▶ ACTION ITEM:
Pull out from the material below all lines with "junctions".

--- START ---

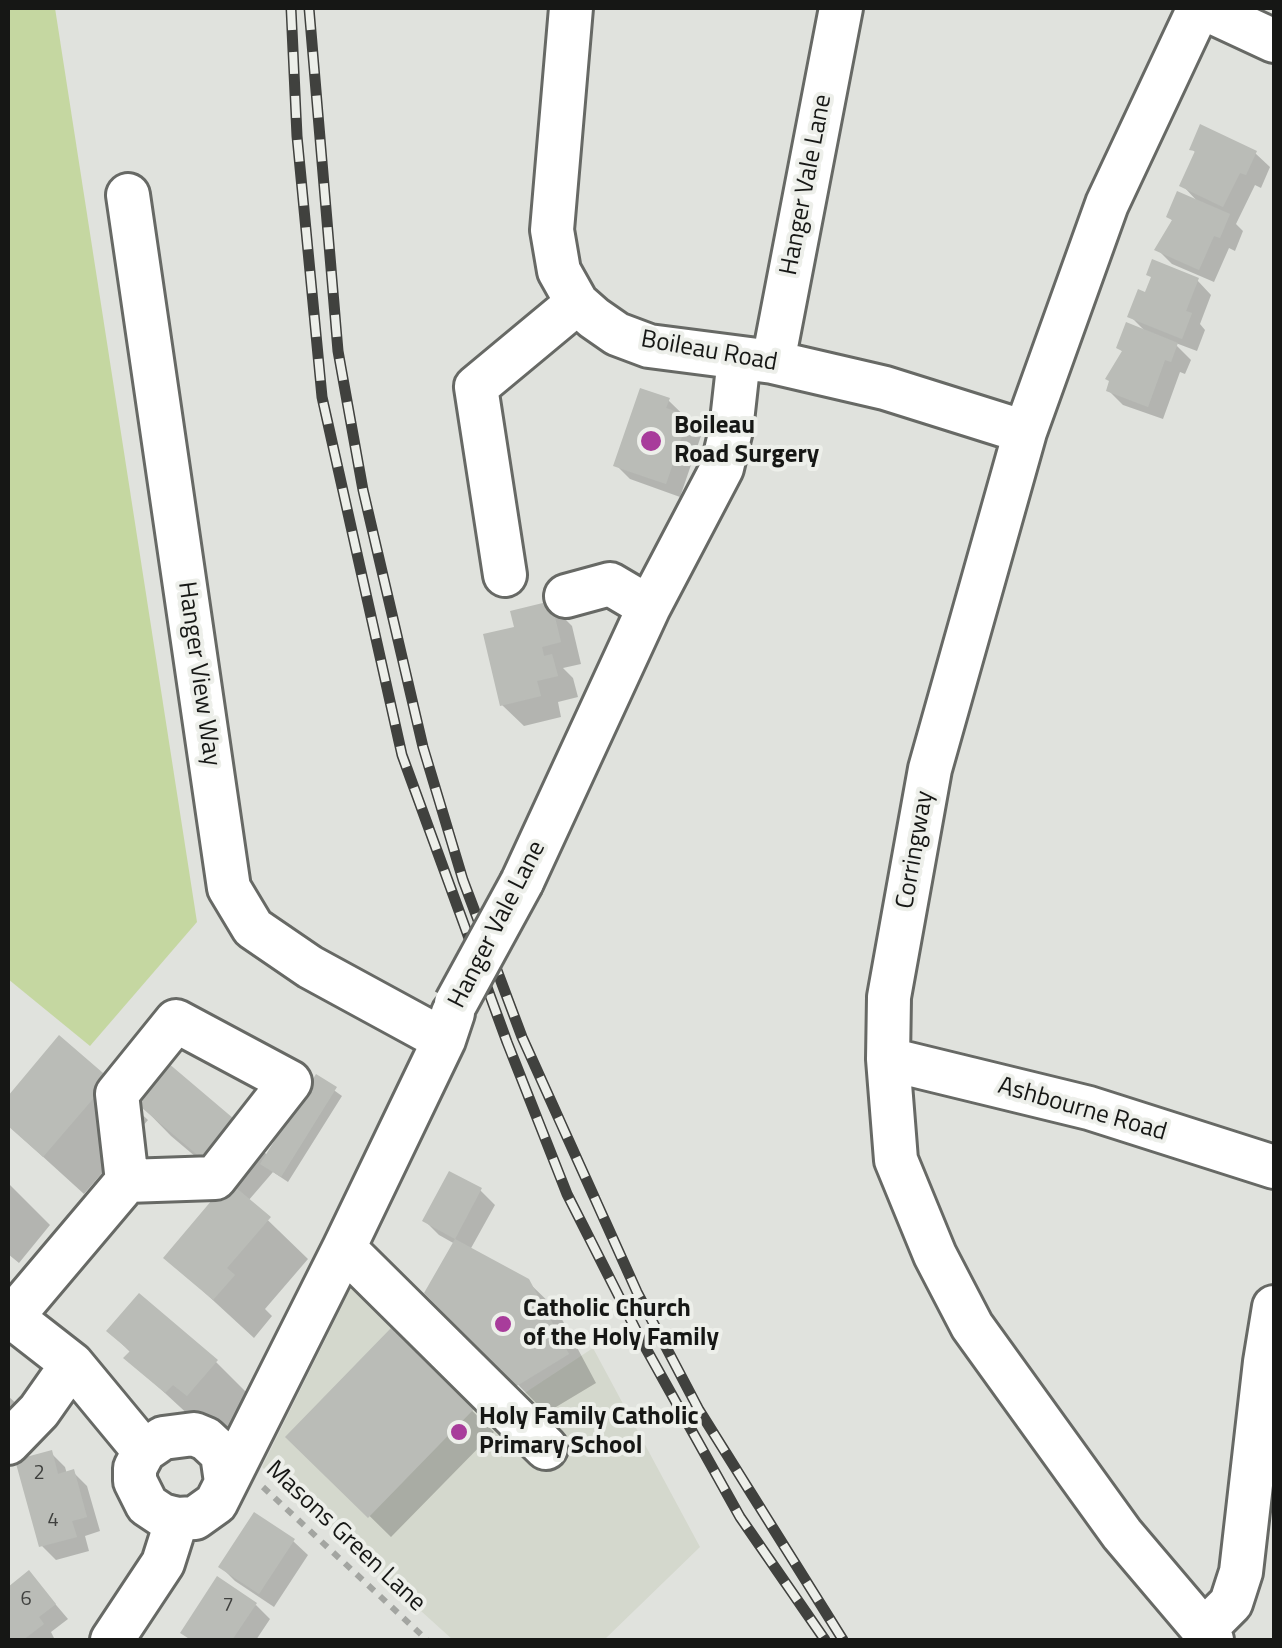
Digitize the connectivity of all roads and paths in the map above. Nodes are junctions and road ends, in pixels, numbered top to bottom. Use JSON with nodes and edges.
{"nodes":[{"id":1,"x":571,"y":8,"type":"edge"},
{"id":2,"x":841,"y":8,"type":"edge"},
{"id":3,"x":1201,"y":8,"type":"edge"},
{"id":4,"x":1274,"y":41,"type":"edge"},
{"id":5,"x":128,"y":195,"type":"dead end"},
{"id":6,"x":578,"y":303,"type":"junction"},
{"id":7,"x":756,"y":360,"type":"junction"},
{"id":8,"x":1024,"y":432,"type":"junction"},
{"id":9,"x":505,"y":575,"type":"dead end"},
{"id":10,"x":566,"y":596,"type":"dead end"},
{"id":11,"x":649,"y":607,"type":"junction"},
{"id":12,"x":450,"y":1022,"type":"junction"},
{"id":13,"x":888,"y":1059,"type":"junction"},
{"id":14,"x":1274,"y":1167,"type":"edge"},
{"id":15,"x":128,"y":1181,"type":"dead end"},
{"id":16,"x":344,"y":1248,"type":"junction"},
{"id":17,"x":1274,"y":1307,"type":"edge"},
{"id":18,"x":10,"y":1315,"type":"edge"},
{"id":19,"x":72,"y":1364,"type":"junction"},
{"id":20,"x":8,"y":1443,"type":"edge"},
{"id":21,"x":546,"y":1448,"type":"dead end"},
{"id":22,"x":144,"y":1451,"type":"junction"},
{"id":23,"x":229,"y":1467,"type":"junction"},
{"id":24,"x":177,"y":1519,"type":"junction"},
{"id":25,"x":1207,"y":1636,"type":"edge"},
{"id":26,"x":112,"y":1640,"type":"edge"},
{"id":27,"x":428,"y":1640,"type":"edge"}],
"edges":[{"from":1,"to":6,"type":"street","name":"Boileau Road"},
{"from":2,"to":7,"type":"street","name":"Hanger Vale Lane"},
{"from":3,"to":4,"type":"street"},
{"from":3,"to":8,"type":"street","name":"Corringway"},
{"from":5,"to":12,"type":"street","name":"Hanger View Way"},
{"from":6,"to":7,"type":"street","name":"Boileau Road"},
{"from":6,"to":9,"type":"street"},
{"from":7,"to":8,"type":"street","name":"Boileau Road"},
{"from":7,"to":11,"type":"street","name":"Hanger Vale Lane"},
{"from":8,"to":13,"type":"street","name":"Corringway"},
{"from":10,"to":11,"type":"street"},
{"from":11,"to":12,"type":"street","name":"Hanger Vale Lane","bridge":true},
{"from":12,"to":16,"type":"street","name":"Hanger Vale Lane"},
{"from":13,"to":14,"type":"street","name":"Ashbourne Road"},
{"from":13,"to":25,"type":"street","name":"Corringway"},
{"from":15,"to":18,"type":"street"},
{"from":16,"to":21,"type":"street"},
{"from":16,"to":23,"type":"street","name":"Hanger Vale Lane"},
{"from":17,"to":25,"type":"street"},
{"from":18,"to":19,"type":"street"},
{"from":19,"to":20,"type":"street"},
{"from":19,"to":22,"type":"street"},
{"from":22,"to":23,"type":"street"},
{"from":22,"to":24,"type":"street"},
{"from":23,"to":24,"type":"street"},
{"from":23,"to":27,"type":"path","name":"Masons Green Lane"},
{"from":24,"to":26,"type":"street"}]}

--- END ---
--- START ---

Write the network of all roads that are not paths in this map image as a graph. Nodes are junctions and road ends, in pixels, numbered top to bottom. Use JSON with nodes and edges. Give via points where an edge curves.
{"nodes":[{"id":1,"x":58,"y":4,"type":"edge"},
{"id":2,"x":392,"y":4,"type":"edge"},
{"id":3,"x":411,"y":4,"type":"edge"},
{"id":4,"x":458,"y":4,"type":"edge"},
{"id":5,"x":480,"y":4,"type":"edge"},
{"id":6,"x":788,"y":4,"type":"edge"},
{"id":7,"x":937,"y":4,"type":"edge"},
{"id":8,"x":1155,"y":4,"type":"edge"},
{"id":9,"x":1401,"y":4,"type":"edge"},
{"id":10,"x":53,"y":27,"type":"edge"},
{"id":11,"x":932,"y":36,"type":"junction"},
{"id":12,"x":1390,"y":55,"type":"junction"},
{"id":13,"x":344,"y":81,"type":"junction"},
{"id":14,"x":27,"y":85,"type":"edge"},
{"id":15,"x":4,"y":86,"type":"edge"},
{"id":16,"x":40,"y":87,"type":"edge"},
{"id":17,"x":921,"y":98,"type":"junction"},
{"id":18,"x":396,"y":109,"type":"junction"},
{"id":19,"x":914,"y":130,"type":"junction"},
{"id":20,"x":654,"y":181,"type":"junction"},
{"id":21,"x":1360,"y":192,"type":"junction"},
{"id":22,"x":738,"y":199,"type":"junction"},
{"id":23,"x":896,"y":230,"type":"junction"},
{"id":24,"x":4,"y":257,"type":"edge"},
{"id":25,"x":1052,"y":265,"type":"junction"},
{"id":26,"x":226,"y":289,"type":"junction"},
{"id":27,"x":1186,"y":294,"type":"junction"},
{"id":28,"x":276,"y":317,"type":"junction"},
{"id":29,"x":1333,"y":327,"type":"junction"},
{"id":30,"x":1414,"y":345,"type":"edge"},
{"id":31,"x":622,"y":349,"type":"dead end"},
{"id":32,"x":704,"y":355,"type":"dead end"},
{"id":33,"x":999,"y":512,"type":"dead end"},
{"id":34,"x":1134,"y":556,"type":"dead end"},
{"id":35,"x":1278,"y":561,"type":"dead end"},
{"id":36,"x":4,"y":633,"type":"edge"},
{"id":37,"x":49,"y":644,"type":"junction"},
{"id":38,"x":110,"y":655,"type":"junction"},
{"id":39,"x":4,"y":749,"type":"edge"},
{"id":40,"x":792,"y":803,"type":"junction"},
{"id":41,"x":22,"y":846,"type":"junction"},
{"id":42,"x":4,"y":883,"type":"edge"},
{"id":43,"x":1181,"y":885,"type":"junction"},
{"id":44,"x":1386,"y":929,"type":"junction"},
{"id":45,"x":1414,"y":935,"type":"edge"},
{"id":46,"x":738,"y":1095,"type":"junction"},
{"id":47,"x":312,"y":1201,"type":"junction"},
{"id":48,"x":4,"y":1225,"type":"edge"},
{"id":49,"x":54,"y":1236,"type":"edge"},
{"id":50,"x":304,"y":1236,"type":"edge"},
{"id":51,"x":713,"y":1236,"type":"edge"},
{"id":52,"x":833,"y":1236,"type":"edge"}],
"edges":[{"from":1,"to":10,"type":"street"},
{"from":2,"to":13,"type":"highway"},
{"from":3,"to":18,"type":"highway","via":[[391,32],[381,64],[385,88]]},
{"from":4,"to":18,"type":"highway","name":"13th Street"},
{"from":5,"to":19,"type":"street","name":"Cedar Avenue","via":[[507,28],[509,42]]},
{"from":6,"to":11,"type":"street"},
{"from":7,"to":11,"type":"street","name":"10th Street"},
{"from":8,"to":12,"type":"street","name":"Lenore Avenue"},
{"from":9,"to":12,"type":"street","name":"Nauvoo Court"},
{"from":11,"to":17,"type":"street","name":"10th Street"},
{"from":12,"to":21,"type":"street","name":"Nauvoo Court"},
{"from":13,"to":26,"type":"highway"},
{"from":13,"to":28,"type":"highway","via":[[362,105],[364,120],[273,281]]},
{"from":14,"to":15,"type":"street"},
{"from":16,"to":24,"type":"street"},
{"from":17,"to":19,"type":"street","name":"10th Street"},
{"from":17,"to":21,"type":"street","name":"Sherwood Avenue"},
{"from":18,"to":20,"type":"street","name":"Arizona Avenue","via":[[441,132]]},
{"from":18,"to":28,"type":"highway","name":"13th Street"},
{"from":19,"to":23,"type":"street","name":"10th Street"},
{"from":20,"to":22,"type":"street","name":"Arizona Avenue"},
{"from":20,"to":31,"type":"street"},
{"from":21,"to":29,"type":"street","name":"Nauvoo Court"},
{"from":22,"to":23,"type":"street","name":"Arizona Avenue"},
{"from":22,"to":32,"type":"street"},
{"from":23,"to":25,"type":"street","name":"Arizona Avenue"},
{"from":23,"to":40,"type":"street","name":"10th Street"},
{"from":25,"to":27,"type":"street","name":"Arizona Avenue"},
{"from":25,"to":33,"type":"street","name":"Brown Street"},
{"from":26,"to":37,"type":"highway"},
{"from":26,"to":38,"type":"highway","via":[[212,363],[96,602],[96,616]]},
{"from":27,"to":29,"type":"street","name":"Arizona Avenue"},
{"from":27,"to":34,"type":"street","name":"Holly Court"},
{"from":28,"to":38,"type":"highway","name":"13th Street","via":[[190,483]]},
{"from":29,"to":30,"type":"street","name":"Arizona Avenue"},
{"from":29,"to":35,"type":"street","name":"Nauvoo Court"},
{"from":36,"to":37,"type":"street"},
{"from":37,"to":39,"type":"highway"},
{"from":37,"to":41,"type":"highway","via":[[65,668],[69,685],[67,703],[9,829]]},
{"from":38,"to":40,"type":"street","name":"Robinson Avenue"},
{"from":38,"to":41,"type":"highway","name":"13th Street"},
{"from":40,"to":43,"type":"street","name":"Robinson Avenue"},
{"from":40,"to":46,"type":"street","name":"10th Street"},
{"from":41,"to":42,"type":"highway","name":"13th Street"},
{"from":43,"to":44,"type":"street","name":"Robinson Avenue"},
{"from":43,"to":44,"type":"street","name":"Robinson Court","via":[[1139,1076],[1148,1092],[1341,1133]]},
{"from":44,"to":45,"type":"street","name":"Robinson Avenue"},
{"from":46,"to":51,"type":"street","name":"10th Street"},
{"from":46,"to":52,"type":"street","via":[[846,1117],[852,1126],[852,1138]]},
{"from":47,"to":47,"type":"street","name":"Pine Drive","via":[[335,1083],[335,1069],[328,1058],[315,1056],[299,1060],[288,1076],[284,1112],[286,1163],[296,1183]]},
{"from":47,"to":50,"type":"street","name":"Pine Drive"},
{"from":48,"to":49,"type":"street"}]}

--- END ---

▶ WRITTEN SOLUTION:
Digitize the connectivity of all roads and paths in the map above. Nodes are junctions and road ends, in pixels, numbered top to bottom. Use JSON with nodes and edges.
Write the network of all roads that are not paths in this map image as a graph. Nodes are junctions and road ends, in pixels, numbered top to bottom. Use JSON with nodes and edges. Give via points where an edge curves.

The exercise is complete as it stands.